• _What needs to be done_: Among the records, which lines include "scale"? List them.
Start of Dataset entries
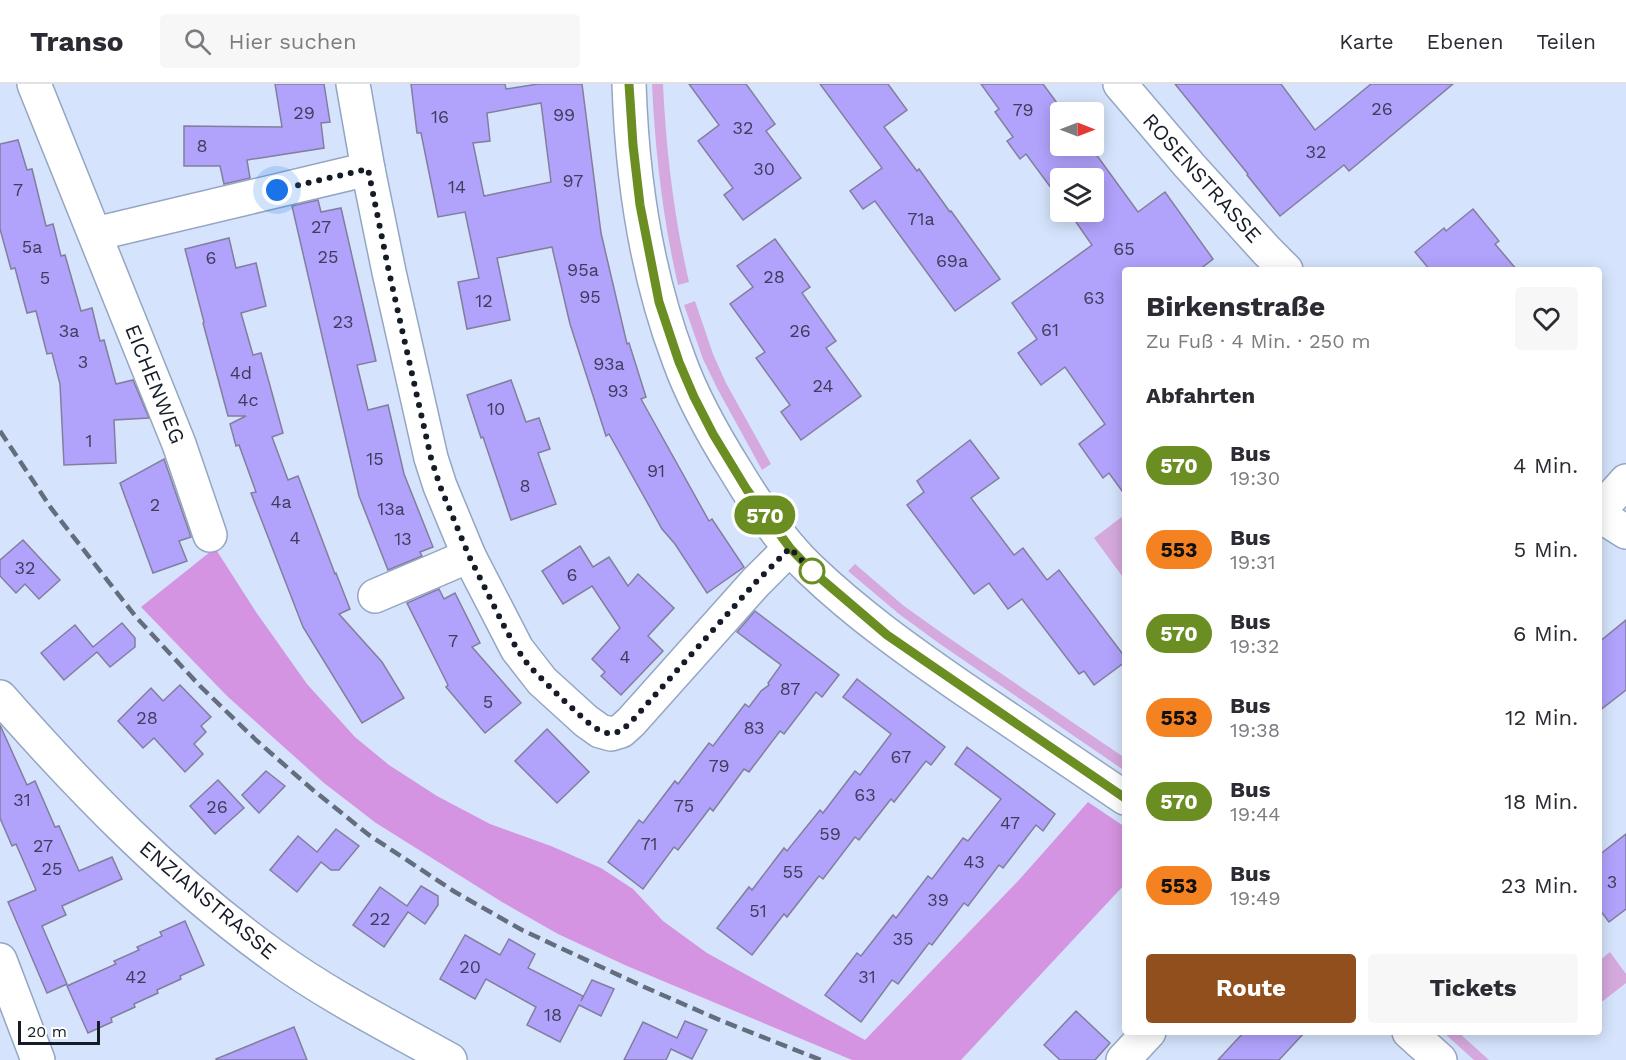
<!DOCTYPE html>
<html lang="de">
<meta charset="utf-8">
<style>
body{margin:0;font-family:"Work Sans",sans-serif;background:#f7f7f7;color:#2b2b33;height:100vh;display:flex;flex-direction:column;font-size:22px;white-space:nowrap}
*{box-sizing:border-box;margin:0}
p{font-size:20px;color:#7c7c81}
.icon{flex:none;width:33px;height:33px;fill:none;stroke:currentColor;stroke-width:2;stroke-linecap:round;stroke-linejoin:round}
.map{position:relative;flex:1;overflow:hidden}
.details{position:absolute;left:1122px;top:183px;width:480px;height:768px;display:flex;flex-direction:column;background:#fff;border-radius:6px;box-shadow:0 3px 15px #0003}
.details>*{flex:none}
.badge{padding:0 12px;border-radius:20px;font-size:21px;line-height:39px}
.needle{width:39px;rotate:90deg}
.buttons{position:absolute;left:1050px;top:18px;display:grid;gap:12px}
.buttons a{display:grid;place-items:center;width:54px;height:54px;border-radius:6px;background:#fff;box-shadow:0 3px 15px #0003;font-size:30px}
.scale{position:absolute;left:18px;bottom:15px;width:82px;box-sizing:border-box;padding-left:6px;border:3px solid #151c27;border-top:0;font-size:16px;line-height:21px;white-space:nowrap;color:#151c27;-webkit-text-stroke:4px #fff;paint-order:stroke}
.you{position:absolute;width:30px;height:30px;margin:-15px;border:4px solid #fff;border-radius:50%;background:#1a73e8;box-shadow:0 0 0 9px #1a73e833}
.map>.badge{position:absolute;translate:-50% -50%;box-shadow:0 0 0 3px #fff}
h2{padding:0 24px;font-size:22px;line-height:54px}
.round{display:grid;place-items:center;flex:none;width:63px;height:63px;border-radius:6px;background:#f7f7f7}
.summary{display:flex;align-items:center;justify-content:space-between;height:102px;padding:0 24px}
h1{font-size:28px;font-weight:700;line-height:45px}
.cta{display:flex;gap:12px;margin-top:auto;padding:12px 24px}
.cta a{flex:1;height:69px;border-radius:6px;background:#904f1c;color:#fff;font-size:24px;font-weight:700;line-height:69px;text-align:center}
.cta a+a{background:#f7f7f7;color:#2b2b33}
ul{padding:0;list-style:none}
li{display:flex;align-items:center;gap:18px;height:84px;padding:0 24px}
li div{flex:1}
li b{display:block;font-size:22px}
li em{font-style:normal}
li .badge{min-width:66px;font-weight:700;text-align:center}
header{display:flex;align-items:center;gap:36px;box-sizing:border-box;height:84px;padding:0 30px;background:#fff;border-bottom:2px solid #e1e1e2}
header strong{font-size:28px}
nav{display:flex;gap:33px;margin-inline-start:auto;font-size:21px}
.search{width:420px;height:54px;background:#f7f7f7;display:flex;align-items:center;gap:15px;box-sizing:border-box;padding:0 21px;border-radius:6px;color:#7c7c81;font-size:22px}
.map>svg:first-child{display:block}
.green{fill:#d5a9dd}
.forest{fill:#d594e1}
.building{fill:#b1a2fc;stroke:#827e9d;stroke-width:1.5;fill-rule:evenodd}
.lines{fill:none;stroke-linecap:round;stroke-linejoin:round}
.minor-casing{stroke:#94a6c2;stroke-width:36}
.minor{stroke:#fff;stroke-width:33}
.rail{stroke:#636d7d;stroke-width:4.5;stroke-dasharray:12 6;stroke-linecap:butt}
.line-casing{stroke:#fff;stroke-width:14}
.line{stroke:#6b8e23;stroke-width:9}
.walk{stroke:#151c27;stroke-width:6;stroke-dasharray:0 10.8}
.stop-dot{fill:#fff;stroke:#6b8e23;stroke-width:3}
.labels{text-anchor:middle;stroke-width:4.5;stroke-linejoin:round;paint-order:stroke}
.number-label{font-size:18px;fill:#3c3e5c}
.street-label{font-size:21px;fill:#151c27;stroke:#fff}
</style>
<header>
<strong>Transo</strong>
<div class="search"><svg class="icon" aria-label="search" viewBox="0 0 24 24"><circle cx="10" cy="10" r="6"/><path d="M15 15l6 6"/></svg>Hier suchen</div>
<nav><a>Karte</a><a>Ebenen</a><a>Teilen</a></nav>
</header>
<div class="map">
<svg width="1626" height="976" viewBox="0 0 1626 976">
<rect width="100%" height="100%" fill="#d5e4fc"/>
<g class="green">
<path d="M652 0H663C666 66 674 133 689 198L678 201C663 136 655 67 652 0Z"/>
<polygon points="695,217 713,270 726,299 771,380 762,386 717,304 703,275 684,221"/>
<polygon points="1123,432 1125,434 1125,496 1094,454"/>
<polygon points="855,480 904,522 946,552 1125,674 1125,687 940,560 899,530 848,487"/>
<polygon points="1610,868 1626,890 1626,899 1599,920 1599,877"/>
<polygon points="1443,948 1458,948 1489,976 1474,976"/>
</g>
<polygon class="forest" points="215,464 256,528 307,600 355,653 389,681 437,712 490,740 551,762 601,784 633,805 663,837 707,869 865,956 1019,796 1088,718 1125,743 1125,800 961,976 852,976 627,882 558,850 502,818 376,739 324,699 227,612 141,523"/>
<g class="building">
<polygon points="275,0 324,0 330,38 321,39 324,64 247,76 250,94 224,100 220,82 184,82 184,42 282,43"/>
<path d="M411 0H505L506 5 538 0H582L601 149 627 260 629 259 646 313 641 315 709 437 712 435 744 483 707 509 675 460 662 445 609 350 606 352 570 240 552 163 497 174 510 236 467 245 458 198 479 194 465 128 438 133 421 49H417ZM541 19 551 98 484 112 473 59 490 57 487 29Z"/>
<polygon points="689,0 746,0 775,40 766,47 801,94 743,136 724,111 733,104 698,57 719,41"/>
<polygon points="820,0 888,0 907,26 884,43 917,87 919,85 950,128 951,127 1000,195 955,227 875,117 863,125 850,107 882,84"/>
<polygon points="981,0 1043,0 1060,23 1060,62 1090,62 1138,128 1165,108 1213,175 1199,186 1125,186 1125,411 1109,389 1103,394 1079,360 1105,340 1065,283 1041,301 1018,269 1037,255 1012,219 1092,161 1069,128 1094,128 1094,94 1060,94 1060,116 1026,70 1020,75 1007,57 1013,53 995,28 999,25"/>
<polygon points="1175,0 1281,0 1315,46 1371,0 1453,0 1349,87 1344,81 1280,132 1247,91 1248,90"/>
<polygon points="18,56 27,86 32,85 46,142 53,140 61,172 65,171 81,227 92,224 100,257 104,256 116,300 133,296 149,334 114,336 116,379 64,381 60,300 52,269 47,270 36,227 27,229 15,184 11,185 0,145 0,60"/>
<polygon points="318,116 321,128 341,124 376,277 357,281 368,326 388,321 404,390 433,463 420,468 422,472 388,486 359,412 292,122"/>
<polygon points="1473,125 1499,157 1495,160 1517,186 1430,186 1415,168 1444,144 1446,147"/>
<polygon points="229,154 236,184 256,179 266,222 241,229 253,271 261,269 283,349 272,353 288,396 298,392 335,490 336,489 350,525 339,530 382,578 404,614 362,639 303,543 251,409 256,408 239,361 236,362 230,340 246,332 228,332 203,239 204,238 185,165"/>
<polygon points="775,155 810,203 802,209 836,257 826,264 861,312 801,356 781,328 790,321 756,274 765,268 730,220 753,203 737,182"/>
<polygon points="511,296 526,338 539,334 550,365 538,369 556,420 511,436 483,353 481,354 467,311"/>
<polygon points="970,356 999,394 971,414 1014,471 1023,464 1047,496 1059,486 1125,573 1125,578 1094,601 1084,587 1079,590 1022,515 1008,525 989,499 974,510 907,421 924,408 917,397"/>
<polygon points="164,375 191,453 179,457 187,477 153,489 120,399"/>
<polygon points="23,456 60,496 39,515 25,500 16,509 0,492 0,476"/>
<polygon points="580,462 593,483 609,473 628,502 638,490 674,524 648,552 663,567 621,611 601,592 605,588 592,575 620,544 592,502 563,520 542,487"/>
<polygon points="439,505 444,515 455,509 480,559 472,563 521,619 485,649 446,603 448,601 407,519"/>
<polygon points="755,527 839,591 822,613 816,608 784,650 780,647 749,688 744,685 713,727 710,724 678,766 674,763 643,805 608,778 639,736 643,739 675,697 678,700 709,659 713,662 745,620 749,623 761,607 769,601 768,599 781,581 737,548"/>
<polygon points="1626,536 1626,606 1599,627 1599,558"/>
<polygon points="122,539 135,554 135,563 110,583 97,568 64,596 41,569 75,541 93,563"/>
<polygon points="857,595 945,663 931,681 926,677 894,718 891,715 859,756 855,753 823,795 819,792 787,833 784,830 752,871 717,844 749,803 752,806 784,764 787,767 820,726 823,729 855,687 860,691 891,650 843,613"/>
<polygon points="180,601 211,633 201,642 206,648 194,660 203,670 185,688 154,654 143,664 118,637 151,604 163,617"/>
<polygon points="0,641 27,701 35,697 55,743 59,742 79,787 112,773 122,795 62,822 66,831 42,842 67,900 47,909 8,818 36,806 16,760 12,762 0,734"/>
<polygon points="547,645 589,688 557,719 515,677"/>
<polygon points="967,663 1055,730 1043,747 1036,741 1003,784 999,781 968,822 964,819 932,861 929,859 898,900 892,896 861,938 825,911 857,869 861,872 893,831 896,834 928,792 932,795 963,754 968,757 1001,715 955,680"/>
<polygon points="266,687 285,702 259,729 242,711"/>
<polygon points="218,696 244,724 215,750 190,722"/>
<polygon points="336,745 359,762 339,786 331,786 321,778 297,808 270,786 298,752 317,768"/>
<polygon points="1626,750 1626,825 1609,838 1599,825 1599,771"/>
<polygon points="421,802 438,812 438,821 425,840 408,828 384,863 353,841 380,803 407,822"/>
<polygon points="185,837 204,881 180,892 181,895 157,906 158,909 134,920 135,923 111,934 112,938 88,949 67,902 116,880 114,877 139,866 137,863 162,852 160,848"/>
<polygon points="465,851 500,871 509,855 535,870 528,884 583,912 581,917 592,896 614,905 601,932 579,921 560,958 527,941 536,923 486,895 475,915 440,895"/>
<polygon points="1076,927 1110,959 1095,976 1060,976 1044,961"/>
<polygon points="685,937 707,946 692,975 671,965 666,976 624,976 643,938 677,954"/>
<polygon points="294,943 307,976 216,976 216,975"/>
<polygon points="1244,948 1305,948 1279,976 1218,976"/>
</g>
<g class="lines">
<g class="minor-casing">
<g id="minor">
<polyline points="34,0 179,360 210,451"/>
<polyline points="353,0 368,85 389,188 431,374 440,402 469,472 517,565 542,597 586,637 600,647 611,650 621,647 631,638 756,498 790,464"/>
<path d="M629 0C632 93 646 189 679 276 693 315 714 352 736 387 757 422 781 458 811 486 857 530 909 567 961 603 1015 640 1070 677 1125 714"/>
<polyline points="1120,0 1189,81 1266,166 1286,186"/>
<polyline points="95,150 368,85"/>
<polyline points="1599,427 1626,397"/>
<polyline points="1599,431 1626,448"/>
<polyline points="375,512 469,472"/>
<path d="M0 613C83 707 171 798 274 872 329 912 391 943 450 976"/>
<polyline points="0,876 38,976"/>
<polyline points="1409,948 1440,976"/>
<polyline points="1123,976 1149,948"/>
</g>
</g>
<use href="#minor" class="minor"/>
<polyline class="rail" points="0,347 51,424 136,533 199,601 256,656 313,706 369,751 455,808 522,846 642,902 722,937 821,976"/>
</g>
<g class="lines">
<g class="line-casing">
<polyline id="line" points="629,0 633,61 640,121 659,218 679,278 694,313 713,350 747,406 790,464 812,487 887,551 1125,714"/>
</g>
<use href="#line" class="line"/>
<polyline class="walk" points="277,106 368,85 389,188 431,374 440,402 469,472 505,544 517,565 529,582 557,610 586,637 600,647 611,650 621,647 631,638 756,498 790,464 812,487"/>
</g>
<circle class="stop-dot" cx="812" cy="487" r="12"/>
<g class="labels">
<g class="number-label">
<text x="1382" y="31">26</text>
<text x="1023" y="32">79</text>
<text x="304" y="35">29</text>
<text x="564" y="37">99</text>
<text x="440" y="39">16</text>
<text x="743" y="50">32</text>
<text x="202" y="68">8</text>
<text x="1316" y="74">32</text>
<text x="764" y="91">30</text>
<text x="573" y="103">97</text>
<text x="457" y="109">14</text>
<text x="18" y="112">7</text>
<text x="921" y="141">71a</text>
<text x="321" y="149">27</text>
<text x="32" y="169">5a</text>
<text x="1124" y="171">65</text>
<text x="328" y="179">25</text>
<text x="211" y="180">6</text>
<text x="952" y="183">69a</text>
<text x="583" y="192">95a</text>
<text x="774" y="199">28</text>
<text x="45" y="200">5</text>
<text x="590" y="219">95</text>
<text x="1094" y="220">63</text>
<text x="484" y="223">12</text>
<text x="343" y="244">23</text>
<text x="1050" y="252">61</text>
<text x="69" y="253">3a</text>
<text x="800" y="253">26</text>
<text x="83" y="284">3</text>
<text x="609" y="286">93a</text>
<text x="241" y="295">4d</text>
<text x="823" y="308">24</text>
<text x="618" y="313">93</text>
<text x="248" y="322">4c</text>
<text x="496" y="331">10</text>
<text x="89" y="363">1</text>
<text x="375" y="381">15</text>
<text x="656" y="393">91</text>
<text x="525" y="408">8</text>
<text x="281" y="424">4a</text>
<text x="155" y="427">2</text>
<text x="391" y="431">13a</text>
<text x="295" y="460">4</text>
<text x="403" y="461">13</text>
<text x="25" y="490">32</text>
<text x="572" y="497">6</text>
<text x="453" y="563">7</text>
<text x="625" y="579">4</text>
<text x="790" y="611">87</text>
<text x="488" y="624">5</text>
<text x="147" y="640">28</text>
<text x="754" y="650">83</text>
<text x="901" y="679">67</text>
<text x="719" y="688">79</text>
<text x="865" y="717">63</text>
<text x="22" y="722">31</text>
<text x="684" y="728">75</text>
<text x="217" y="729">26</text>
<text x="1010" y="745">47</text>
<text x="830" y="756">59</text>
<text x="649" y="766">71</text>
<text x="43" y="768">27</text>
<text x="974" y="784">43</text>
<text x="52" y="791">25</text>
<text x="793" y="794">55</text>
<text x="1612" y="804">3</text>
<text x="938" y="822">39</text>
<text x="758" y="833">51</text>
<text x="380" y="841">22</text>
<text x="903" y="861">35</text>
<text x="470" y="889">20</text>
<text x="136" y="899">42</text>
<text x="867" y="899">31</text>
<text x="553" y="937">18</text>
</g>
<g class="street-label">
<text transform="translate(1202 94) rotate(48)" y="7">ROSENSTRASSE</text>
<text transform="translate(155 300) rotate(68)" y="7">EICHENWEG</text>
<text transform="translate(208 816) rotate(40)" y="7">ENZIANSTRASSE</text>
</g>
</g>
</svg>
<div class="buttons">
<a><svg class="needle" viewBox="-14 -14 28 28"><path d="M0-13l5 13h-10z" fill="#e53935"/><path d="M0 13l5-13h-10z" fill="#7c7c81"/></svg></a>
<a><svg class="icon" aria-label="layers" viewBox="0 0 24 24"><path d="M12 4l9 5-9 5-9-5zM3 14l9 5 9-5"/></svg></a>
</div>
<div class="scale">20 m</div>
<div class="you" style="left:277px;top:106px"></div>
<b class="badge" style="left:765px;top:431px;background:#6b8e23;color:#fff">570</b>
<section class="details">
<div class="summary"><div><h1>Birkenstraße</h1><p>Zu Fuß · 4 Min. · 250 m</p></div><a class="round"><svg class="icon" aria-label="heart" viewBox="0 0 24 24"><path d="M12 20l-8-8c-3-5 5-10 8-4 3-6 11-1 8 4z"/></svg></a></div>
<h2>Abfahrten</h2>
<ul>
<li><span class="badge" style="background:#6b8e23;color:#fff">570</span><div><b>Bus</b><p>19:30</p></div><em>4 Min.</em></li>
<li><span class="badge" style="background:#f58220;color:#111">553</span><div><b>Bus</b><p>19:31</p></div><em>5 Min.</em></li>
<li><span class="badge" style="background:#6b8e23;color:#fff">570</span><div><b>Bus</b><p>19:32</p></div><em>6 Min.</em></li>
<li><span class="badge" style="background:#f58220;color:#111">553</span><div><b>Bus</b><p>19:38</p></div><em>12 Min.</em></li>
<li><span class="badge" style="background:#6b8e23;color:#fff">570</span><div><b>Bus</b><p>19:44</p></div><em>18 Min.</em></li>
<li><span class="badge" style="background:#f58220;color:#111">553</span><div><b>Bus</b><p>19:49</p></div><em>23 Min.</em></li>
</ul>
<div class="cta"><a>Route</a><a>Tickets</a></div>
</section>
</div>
End of Dataset entries
• _Result_:
.scale{position:absolute;left:18px;bottom:15px;width:82px;box-sizing:border-box;padding-left:6px;border:3px solid #151c27;border-top:0;font-size:16px;line-height:21px;white-space:nowrap;color:#151c27;-webkit-text-stroke:4px #fff;paint-order:stroke}
<div class="scale">20 m</div>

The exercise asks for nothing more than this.